→ **Instructions to follow**
Search the records for the word "thumb". Copy every line where it appears.

====== Working data ======

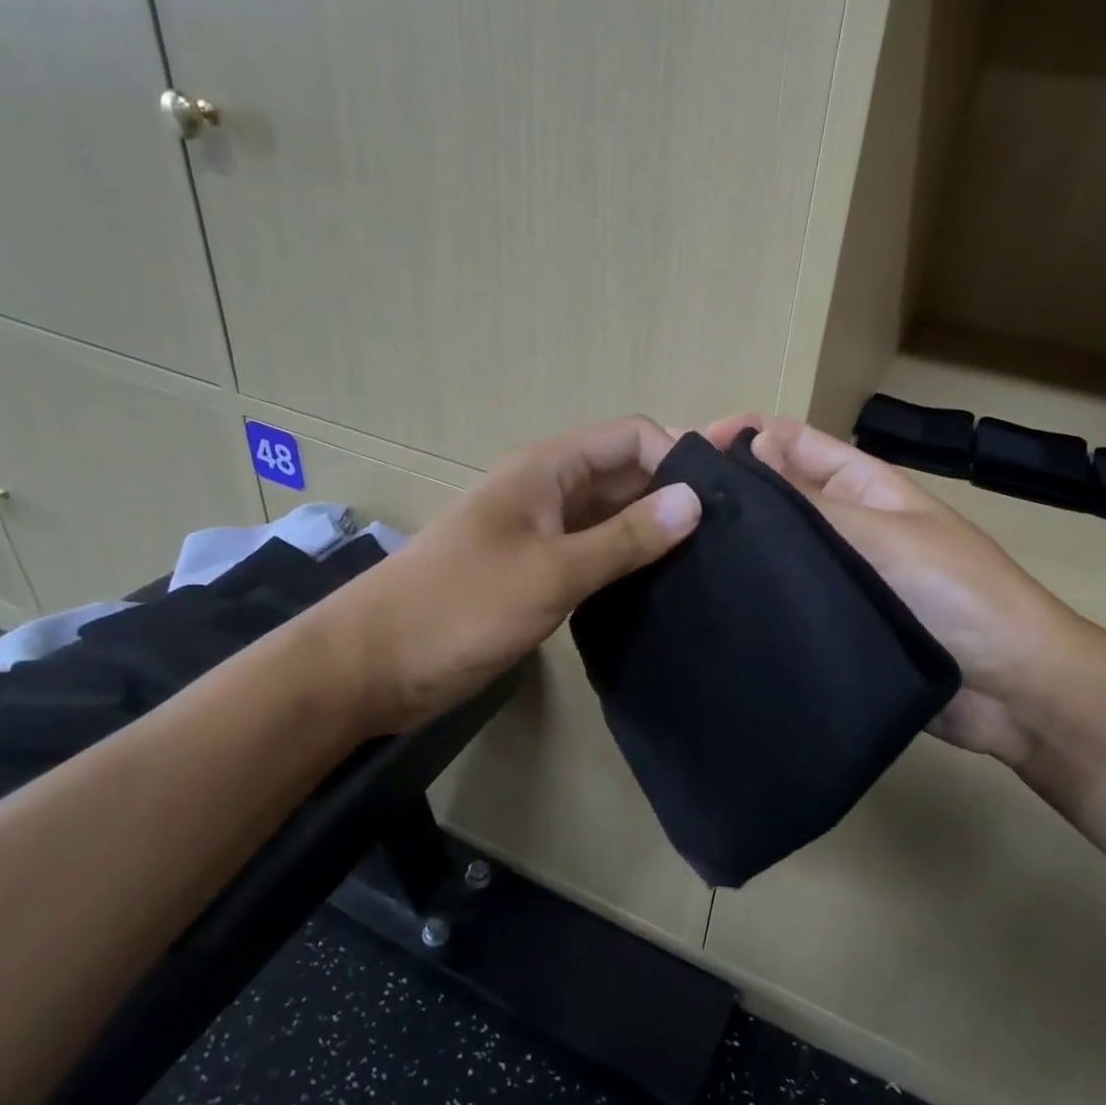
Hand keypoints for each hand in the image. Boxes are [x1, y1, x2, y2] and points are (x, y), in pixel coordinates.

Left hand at [316, 416, 700, 735]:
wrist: (372, 666)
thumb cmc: (459, 607)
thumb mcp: (550, 572)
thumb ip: (624, 538)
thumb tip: (694, 501)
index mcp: (548, 470)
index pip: (631, 438)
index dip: (676, 458)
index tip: (721, 502)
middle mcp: (551, 491)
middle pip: (626, 474)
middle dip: (674, 493)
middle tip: (733, 532)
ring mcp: (544, 534)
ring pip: (614, 516)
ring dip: (655, 530)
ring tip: (713, 560)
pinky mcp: (539, 572)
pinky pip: (597, 553)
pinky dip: (630, 562)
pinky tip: (666, 585)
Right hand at [705, 414, 1084, 764]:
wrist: (1012, 691)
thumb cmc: (955, 593)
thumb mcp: (883, 533)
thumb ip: (812, 499)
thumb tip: (747, 449)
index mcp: (860, 485)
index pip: (790, 443)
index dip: (741, 438)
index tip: (687, 457)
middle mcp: (841, 525)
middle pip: (775, 496)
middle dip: (727, 494)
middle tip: (662, 512)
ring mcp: (835, 577)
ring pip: (774, 552)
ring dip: (733, 550)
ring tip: (670, 558)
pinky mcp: (830, 626)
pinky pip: (784, 601)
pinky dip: (751, 598)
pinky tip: (706, 607)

======

→ **Your response**
thumb cmc: (459, 607)
thumb mcp: (550, 572)
thumb ip: (624, 538)
thumb tip: (694, 501)
thumb cmc: (955, 593)
thumb mcp: (883, 533)
thumb ip: (812, 499)
thumb tip: (747, 449)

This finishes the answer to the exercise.